> [EXERCISE GOAL] Could you return every line of the records below that contains the word "roads"?

[Collected data entries]
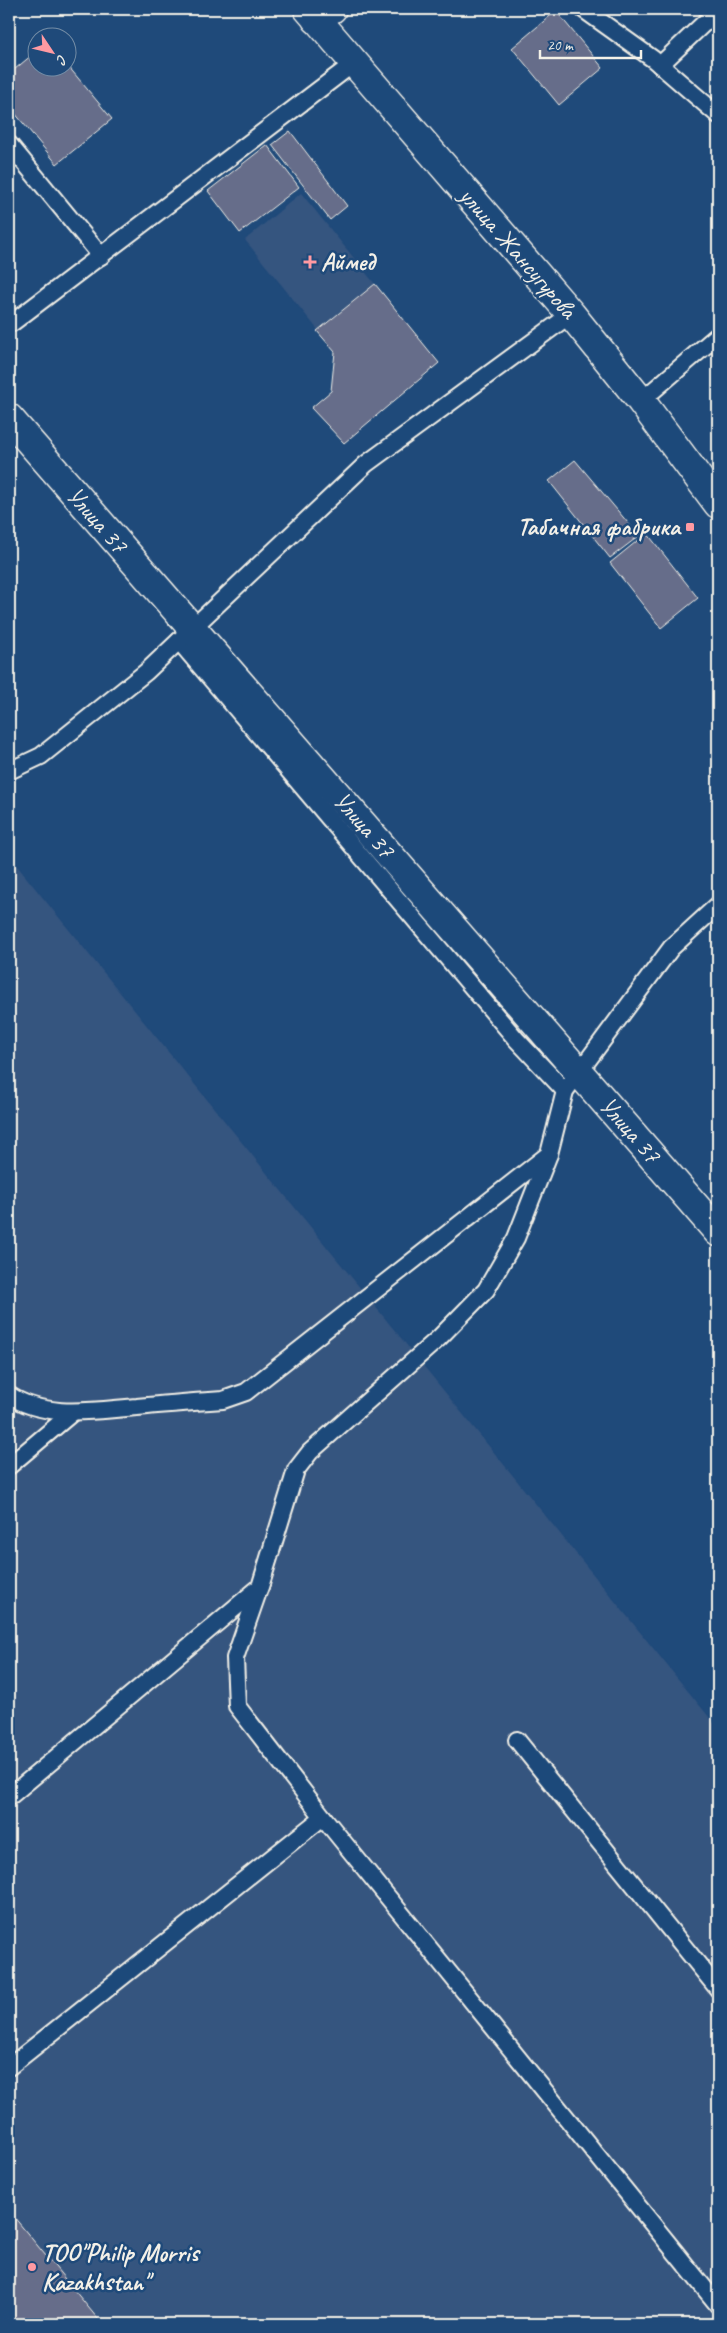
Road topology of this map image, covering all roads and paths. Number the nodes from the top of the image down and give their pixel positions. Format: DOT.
graph roads {
  1 [pos="583,9"];
  2 [pos="718,10"];
  3 [pos="319,12"];
  4 [pos="354,63"];
  5 [pos="660,65"];
  6 [pos="718,115"];
  7 [pos="9,144"];
  8 [pos="101,256"];
  9 [pos="571,314"];
  10 [pos="9,322"];
  11 [pos="718,335"];
  12 [pos="641,401"];
  13 [pos="9,418"];
  14 [pos="718,504"];
  15 [pos="179,641"];
  16 [pos="9,771"];
  17 [pos="718,905"];
  18 [pos="565,1091"];
  19 [pos="549,1154"];
  20 [pos="718,1232"];
  21 [pos="9,1395"];
  22 [pos="73,1412"];
  23 [pos="9,1466"];
  24 [pos="260,1587"];
  25 [pos="517,1740"];
  26 [pos="9,1797"];
  27 [pos="323,1817"];
  28 [pos="718,1988"];
  29 [pos="9,2067"];
  30 [pos="718,2305"];
  1 -- 5 [label="lane"];
  2 -- 5 [label="lane"];
  3 -- 4 [label="street, улица Жансугурова"];
  4 -- 8 [label="lane"];
  4 -- 9 [label="street, улица Жансугурова"];
  5 -- 6 [label="lane"];
  7 -- 8 [label="lane"];
  8 -- 10 [label="lane"];
  9 -- 12 [label="street, улица Жансугурова"];
  9 -- 15 [label="lane"];
  11 -- 12 [label="lane"];
  12 -- 14 [label="street, улица Жансугурова"];
  13 -- 20 [label="street, Улица 37"];
  15 -- 16 [label="lane"];
  15 -- 18 [label="lane"];
  17 -- 18 [label="lane"];
  18 -- 19 [label="lane"];
  19 -- 22 [label="lane"];
  19 -- 24 [label="lane"];
  21 -- 22 [label="lane"];
  22 -- 23 [label="lane"];
  24 -- 26 [label="lane"];
  24 -- 27 [label="lane"];
  25 -- 28 [label="lane"];
  27 -- 29 [label="lane"];
  27 -- 30 [label="lane"];
}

> [EXERCISE ANSWER]
Road topology of this map image, covering all roads and paths. Number the nodes from the top of the image down and give their pixel positions. Format: DOT.
graph roads {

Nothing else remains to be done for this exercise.